Every entry gets copied exactly. No images go into the copy.

[Stored data]
□ □ □ □ □ □ □

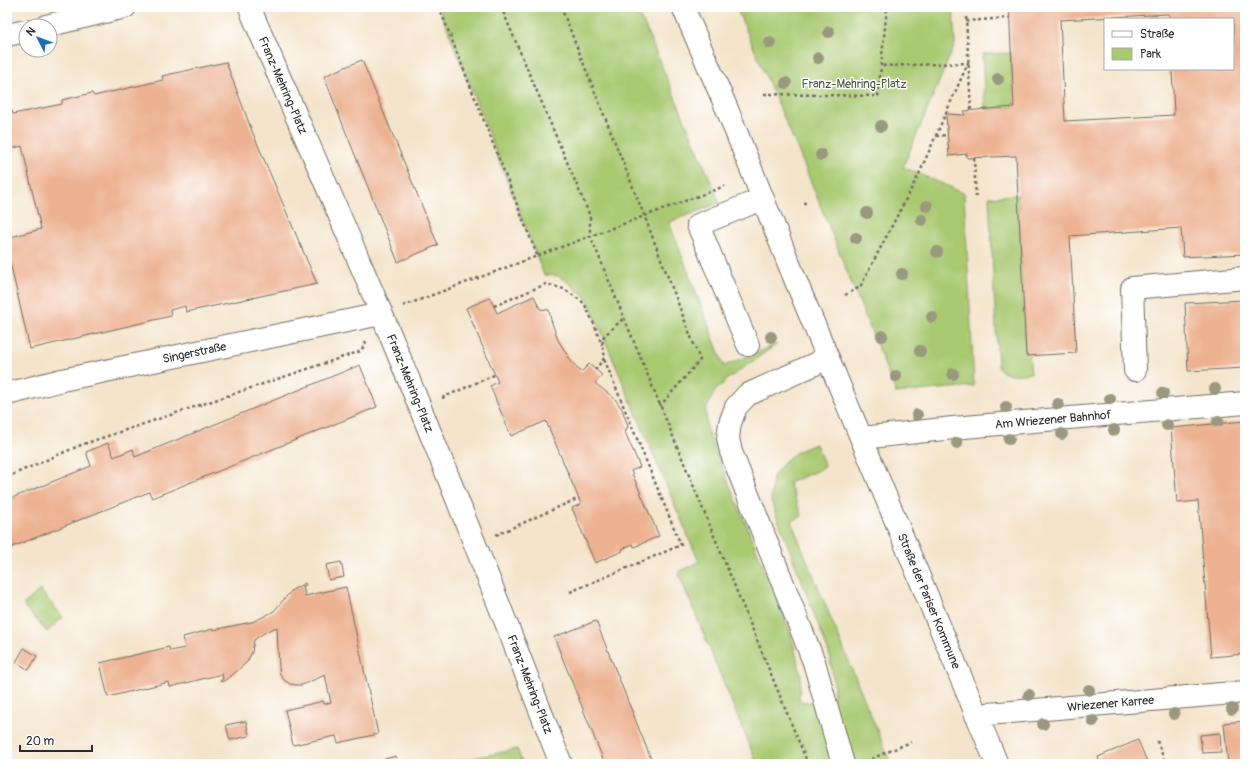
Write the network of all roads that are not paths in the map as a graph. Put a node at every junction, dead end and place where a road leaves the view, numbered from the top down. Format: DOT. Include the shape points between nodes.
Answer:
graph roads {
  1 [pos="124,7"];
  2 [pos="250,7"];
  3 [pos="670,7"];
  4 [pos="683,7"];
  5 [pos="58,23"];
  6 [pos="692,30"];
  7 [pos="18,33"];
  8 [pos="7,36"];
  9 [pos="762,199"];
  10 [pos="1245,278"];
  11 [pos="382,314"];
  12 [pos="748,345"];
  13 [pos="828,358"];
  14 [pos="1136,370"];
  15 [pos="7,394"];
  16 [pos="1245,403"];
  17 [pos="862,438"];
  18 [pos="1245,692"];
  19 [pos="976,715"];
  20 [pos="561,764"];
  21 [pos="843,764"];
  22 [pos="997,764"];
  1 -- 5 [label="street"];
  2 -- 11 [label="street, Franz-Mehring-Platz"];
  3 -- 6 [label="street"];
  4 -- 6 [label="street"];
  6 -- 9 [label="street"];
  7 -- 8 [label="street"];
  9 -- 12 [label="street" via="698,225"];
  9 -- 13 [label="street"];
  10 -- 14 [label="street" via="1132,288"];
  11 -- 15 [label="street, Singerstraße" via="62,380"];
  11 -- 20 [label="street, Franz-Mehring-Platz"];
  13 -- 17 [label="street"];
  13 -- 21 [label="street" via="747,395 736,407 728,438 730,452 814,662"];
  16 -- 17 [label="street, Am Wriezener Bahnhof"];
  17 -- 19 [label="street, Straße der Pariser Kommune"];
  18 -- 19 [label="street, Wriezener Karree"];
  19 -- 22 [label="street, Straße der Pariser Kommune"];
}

□ □ □ □ □ □ □

Solution to this exercise ▸
Write the network of all roads that are not paths in the map as a graph. Put a node at every junction, dead end and place where a road leaves the view, numbered from the top down. Format: DOT. Include the shape points between nodes.
Answer:
graph roads {
  1 [pos="124,7"];
  2 [pos="250,7"];
  3 [pos="670,7"];
  4 [pos="683,7"];
  5 [pos="58,23"];
  6 [pos="692,30"];
  7 [pos="18,33"];
  8 [pos="7,36"];
  9 [pos="762,199"];
  10 [pos="1245,278"];
  11 [pos="382,314"];
  12 [pos="748,345"];
  13 [pos="828,358"];
  14 [pos="1136,370"];
  15 [pos="7,394"];
  16 [pos="1245,403"];
  17 [pos="862,438"];
  18 [pos="1245,692"];
  19 [pos="976,715"];
  20 [pos="561,764"];
  21 [pos="843,764"];
  22 [pos="997,764"];
  1 -- 5 [label="street"];
  2 -- 11 [label="street, Franz-Mehring-Platz"];
  3 -- 6 [label="street"];
  4 -- 6 [label="street"];
  6 -- 9 [label="street"];
  7 -- 8 [label="street"];
  9 -- 12 [label="street" via="698,225"];
  9 -- 13 [label="street"];
  10 -- 14 [label="street" via="1132,288"];
  11 -- 15 [label="street, Singerstraße" via="62,380"];
  11 -- 20 [label="street, Franz-Mehring-Platz"];
  13 -- 17 [label="street"];
  13 -- 21 [label="street" via="747,395 736,407 728,438 730,452 814,662"];
  16 -- 17 [label="street, Am Wriezener Bahnhof"];
  17 -- 19 [label="street, Straße der Pariser Kommune"];
  18 -- 19 [label="street, Wriezener Karree"];
  19 -- 22 [label="street, Straße der Pariser Kommune"];
}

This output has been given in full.